(EXTRACTED INFORMATION)
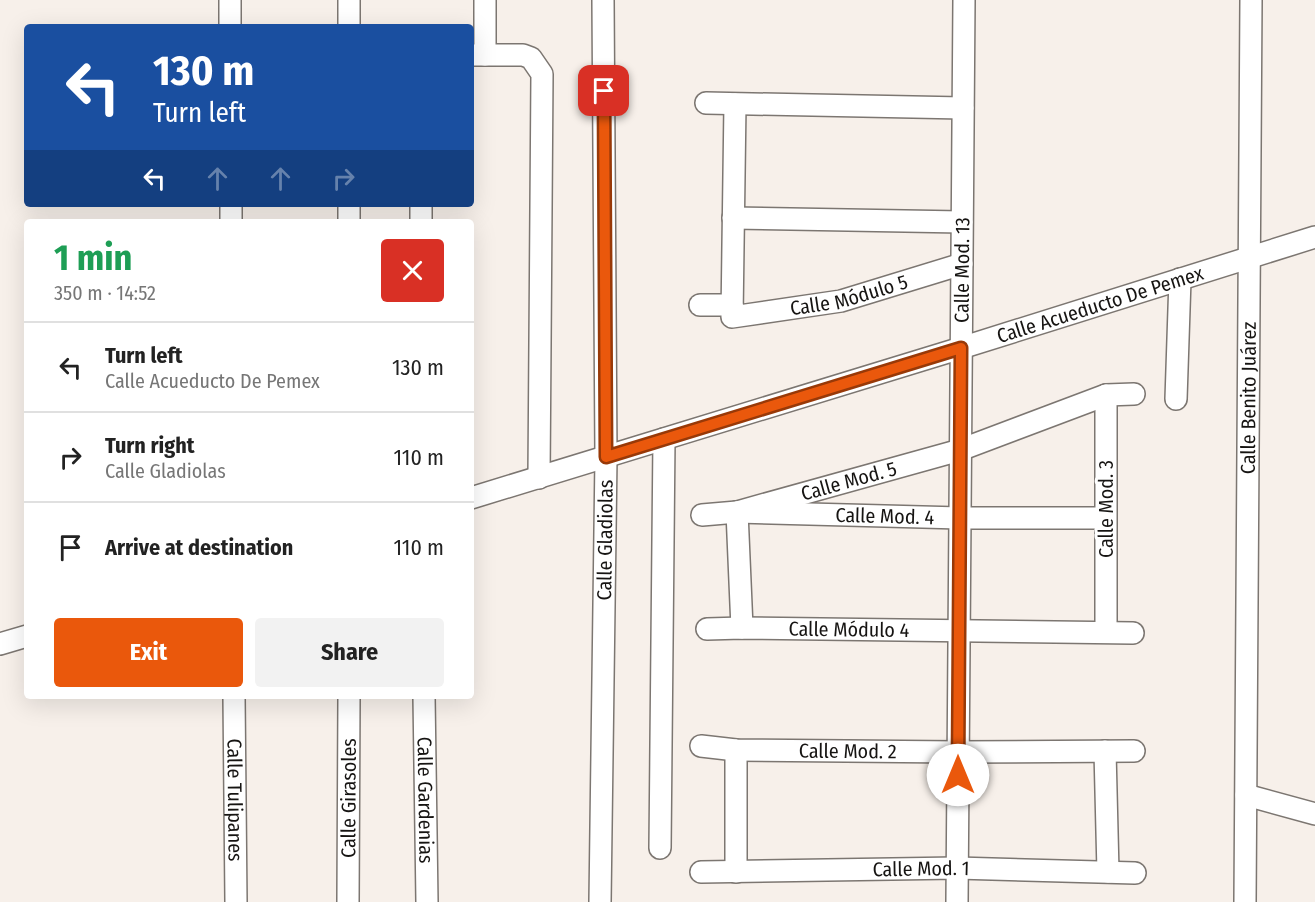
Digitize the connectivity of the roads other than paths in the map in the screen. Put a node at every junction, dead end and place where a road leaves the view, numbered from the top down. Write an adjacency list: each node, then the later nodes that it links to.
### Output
1 (230, 0): 7 (street)
2 (349, 0): 8 (street)
3 (485, 0): 9 (street)
4 (603, 0): 27 (street, Calle Gladiolas)
5 (964, 0): 12 (street, Calle Mod. 13)
6 (1251, 0): 16 (street, Calle Benito Juárez)
7 (230, 24)
8 (349, 24)
9 (478, 55): 28 (street)
10 (706, 103): 11 (street)
11 (735, 104): 12 (street); 13 (street)
12 (963, 108): 14 (street, Calle Mod. 13)
13 (733, 218): 14 (street); 20 (street)
14 (962, 222): 17 (street, Calle Mod. 13)
15 (1315, 237): 16 (street, Calle Acueducto De Pemex)
16 (1248, 258): 18 (street, Calle Acueducto De Pemex); 49 (street, Calle Benito Juárez)
17 (962, 264): 20 (street, Calle Módulo 5); 21 (street, Calle Mod. 13)
18 (1180, 279): 21 (street, Calle Acueducto De Pemex); 24 (street)
19 (700, 305): 20 (street, Calle Módulo 5)
20 (732, 311)
21 (961, 348): 25 (street, Calle Acueducto De Pemex); 26 (street, Calle Mod. 13)
22 (1134, 394): 23 (street)
23 (1106, 395): 26 (street); 33 (street, Calle Mod. 3)
24 (1176, 399)
25 (664, 439): 27 (street, Calle Acueducto De Pemex); 51 (street)
26 (960, 450): 30 (street, Calle Mod. 5); 32 (street, Calle Mod. 13)
27 (606, 457): 28 (street, Calle Acueducto De Pemex); 60 (street, Calle Gladiolas)
28 (539, 478): 29 (street, Calle Acueducto De Pemex)
29 (474, 497)
30 (737, 512): 31 (street); 32 (street, Calle Mod. 4); 34 (street)
31 (702, 515)
32 (960, 518): 33 (street, Calle Mod. 4); 36 (street, Calle Mod. 13)
33 (1106, 518): 37 (street, Calle Mod. 3)
34 (742, 628): 35 (street, Calle Módulo 4); 36 (street, Calle Módulo 4)
35 (707, 629)
36 (959, 631): 37 (street); 48 (street, Calle Mod. 13)
37 (1106, 632): 38 (street)
38 (1133, 633)
39 (24, 637): 40 (street)
40 (0, 644)
41 (234, 699): 57 (street, Calle Tulipanes)
42 (349, 699): 58 (street, Calle Girasoles)
43 (424, 699): 59 (street, Calle Gardenias)
44 (701, 746): 45 (street, Calle Mod. 2)
45 (736, 750): 48 (street, Calle Mod. 2); 54 (street)
46 (1105, 751): 47 (street, Calle Mod. 2); 48 (street, Calle Mod. 2); 55 (street)
47 (1134, 751)
48 (958, 752): 52 (street, Calle Mod. 13)
49 (1246, 795): 50 (street); 62 (street, Calle Benito Juárez)
50 (1315, 814)
51 (660, 848)
52 (957, 868): 54 (street, Calle Mod. 1); 55 (street, Calle Mod. 1); 61 (street, Calle Mod. 13)
53 (701, 872): 54 (street, Calle Mod. 1)
54 (736, 872)
55 (1108, 872): 56 (street, Calle Mod. 1)
56 (1135, 873)
57 (236, 902)
58 (348, 902)
59 (427, 902)
60 (600, 902)
61 (957, 902)
62 (1245, 902)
(End EXTRACTED INFORMATION)
WHAT IS NEEDED:
Nothing but the text is wanted: repeat the data above exactly, without its images.

ANSWER TO THIS EXERCISE:
Digitize the connectivity of the roads other than paths in the map in the screen. Put a node at every junction, dead end and place where a road leaves the view, numbered from the top down. Write an adjacency list: each node, then the later nodes that it links to.
### Output
1 (230, 0): 7 (street)
2 (349, 0): 8 (street)
3 (485, 0): 9 (street)
4 (603, 0): 27 (street, Calle Gladiolas)
5 (964, 0): 12 (street, Calle Mod. 13)
6 (1251, 0): 16 (street, Calle Benito Juárez)
7 (230, 24)
8 (349, 24)
9 (478, 55): 28 (street)
10 (706, 103): 11 (street)
11 (735, 104): 12 (street); 13 (street)
12 (963, 108): 14 (street, Calle Mod. 13)
13 (733, 218): 14 (street); 20 (street)
14 (962, 222): 17 (street, Calle Mod. 13)
15 (1315, 237): 16 (street, Calle Acueducto De Pemex)
16 (1248, 258): 18 (street, Calle Acueducto De Pemex); 49 (street, Calle Benito Juárez)
17 (962, 264): 20 (street, Calle Módulo 5); 21 (street, Calle Mod. 13)
18 (1180, 279): 21 (street, Calle Acueducto De Pemex); 24 (street)
19 (700, 305): 20 (street, Calle Módulo 5)
20 (732, 311)
21 (961, 348): 25 (street, Calle Acueducto De Pemex); 26 (street, Calle Mod. 13)
22 (1134, 394): 23 (street)
23 (1106, 395): 26 (street); 33 (street, Calle Mod. 3)
24 (1176, 399)
25 (664, 439): 27 (street, Calle Acueducto De Pemex); 51 (street)
26 (960, 450): 30 (street, Calle Mod. 5); 32 (street, Calle Mod. 13)
27 (606, 457): 28 (street, Calle Acueducto De Pemex); 60 (street, Calle Gladiolas)
28 (539, 478): 29 (street, Calle Acueducto De Pemex)
29 (474, 497)
30 (737, 512): 31 (street); 32 (street, Calle Mod. 4); 34 (street)
31 (702, 515)
32 (960, 518): 33 (street, Calle Mod. 4); 36 (street, Calle Mod. 13)
33 (1106, 518): 37 (street, Calle Mod. 3)
34 (742, 628): 35 (street, Calle Módulo 4); 36 (street, Calle Módulo 4)
35 (707, 629)
36 (959, 631): 37 (street); 48 (street, Calle Mod. 13)
37 (1106, 632): 38 (street)
38 (1133, 633)
39 (24, 637): 40 (street)
40 (0, 644)
41 (234, 699): 57 (street, Calle Tulipanes)
42 (349, 699): 58 (street, Calle Girasoles)
43 (424, 699): 59 (street, Calle Gardenias)
44 (701, 746): 45 (street, Calle Mod. 2)
45 (736, 750): 48 (street, Calle Mod. 2); 54 (street)
46 (1105, 751): 47 (street, Calle Mod. 2); 48 (street, Calle Mod. 2); 55 (street)
47 (1134, 751)
48 (958, 752): 52 (street, Calle Mod. 13)
49 (1246, 795): 50 (street); 62 (street, Calle Benito Juárez)
50 (1315, 814)
51 (660, 848)
52 (957, 868): 54 (street, Calle Mod. 1); 55 (street, Calle Mod. 1); 61 (street, Calle Mod. 13)
53 (701, 872): 54 (street, Calle Mod. 1)
54 (736, 872)
55 (1108, 872): 56 (street, Calle Mod. 1)
56 (1135, 873)
57 (236, 902)
58 (348, 902)
59 (427, 902)
60 (600, 902)
61 (957, 902)
62 (1245, 902)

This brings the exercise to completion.